Pubdate: Mon, 21 May 2001
Source: Time Magazine (US)
Copyright: 2001 Time Inc
Contact:  http://www.time.com/time/
Details: http://www.mapinc.org/media/451
Author:  Margot Roosevelt, Los Angeles

A SETBACK FOR MEDIPOT

Sales were strong on Santa Monica Boulevard last week. Prices were neatly 
posted; customers paid by credit card; computers tracked inventory; a 
Better Business Bureau plaque gleamed behind the counter.

On the lounge TV, a video showed Los Angeles County Sheriff Leroy Baca 
praising the place: "A great success...things are done properly and people 
who need services are getting those services."

But the success and services of the Los Angeles Cannabis Resource Center 
and similar medical-marijuana distributors across the country could soon be 
history. Last week the U.S. Supreme Court in a unanimous decision declared 
that illness is no excuse for legalizing marijuana--not even to ease the 
suffering of patients with cancer, AIDS or other life-threatening diseases. 
The folks on Santa Monica Boulevard, however respectable, are committing a 
federal crime as they collect baggies of Maude's Mighty Moss ("large and 
luscious reddish green buds, easy to break and roll," $18 a gram) and Adobe 
("compressed green bud, fresh and tasty, with seeds and stems," $4 a gram).

The court's foray into the medipot conflict did little to resolve the 
highly politicized issue.

Justice Clarence Thomas' opinion was narrow.

It affirmed the government's power to shut down a cannabis cooperative in 
Oakland, Calif., but stopped short of invalidating laws passed by nine 
states allowing marijuana for medical use. Thomas' opinion skirted the 
states'-rights issue at the heart of the case--does California have the 
right to legalize medipot?--and a concurring opinion from three liberal 
Justices, led by John Paul Stevens, chided the conservative majority for 
"overbroad language...given the importance of showing respect for sovereign 
states." Stevens also suggested that while medical necessity can't be 
invoked by a mass distributor, it might still be a defense against 
prosecution of an individual--"a seriously ill patient for whom there is no 
other means of avoiding starvation or extraordinary suffering."

That's a good description of the 880 members of the Los Angeles 
cooperative, three-quarters of whom have AIDS. The rest suffer from cancer, 
multiple sclerosis or other diseases, and all have marijuana prescriptions 
fromm licensed physicians.

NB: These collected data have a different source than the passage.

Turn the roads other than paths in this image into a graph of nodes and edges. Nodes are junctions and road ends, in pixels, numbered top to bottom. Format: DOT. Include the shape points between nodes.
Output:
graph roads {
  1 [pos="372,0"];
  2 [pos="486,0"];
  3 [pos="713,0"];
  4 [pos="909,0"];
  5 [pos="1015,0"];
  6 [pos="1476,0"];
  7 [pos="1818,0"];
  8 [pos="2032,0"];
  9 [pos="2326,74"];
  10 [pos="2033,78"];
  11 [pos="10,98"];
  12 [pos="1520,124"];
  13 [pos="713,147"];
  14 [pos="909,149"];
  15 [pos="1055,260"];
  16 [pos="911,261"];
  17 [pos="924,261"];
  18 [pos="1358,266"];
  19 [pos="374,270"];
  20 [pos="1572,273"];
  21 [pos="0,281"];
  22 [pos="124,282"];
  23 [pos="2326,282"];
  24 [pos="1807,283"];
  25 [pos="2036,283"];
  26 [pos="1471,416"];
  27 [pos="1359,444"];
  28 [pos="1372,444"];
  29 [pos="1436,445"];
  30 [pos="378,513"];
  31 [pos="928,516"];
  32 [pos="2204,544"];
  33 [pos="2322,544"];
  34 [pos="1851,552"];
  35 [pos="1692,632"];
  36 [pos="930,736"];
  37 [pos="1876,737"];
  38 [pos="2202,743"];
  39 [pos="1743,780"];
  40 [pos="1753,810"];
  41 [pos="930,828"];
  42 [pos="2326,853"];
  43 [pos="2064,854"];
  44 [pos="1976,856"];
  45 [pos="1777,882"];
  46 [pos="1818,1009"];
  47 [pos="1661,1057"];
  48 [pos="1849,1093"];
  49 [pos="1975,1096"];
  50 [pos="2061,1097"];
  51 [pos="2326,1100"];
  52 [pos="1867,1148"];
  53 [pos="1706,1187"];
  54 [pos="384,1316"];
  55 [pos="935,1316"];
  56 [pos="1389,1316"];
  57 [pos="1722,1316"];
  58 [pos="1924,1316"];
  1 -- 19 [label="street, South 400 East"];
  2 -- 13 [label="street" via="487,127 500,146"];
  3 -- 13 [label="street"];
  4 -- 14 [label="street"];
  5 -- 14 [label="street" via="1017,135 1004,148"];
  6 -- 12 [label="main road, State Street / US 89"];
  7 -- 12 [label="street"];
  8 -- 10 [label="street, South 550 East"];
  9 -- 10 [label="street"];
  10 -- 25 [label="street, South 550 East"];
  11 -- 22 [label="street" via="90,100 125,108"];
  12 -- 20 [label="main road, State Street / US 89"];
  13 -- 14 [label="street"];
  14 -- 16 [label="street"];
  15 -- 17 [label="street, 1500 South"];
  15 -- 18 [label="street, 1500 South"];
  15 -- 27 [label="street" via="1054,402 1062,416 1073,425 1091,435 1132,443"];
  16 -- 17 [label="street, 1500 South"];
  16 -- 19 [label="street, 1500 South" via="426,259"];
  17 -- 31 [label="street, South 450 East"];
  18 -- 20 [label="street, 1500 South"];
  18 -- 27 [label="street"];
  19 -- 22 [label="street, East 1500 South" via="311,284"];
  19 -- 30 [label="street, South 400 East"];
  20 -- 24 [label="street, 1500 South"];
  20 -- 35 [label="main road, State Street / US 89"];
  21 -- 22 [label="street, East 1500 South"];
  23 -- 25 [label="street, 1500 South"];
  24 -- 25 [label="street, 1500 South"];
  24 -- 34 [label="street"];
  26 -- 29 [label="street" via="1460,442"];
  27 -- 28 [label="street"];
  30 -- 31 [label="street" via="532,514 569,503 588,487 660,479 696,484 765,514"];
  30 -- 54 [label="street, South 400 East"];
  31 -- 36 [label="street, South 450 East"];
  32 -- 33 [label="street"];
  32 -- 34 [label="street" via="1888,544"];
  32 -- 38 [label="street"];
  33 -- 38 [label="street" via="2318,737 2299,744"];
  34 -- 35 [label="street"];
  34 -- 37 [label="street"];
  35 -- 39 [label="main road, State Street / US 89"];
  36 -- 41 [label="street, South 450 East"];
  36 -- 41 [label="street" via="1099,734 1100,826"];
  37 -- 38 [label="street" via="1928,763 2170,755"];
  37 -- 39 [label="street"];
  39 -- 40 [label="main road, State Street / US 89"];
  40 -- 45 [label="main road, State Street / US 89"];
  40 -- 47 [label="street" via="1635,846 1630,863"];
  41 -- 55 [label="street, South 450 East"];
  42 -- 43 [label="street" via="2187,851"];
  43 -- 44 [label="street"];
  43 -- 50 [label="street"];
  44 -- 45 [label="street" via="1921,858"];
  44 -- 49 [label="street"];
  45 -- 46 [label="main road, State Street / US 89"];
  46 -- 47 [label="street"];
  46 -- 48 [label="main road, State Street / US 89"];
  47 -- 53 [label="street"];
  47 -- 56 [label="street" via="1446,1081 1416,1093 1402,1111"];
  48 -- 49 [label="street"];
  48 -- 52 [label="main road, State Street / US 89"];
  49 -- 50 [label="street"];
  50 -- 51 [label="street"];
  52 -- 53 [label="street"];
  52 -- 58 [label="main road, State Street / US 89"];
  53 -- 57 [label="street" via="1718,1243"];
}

Leanne Orgen, 46, an insurance broker with liver 
cancer, buys pot-laced chocolate-chunk brownies--a "miracle drug" for 
chemotherapy-induced nausea, she says. Jeffrey Farrington, 32, who has 
glaucoma, explains that if he stops smoking marijuana, which relieves 
ocular pressure, he loses more than 7 ft. of vision daily. "If they shut us 
down," he says, "I'll go blind and I'll watch my friends die of AIDS."

Two years ago, the Institute of Medicine concluded that marijuana has 
potential therapeutic value.

Polls show nearly three-quarters of Americans favor medical-marijuana use, 
and juries are increasingly reluctant to convict sick people for 
possession. Oregon, Alaska and Hawaii have set up state registries for 
medipot users; Colorado, California, Nevada and Maine are debating similar 
moves.

Such grassroots enthusiasm carries little weight with drug warriors, who 
dispute the scientific data and argue that marijuana leads to hard narcotics.

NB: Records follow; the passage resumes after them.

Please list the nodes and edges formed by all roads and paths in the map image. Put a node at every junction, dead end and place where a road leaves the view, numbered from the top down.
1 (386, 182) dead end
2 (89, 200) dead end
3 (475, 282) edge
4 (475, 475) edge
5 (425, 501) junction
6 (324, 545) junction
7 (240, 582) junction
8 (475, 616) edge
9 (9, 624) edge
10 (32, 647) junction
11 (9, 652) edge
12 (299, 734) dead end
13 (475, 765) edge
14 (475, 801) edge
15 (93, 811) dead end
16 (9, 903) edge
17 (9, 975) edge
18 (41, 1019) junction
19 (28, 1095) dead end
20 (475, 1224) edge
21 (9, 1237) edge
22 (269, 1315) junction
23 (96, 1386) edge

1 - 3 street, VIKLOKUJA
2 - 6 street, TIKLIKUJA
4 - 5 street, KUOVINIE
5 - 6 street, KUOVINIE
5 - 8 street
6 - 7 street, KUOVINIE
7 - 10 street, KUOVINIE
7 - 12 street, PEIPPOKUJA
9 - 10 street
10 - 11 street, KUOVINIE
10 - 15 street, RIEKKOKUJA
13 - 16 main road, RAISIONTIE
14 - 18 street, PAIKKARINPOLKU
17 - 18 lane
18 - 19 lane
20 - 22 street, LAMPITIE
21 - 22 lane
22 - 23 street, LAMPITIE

In an interview with TIME last week, Attorney General John Ashcroft praised 
the Supreme Court decision. "We can't function well as a country if each 
state makes its own rules about what's available health-care-wise," he 
argued. "If Congress wants to exempt various people from the laws of this 
country, it's their duty."

That's unlikely.

But neither the Justice Department nor the DEA has said whether the court 
ruling will cause them to mount a new offensive against medical-marijuana 
clinics.

And as a practical matter, most individual pot infractions fall under state 
and local jurisdiction, and an increasing number of local law-enforcement 
officers are refusing to prosecute medipot cases.

Still, Scott Imler, president of the L.A. center and an epileptic who 
smokes weed to control his seizures, fears the worst. "If they march in 
here with storm troopers and seize the building, I can't imagine it would 
be politically popular," he says. "But maybe they don't care."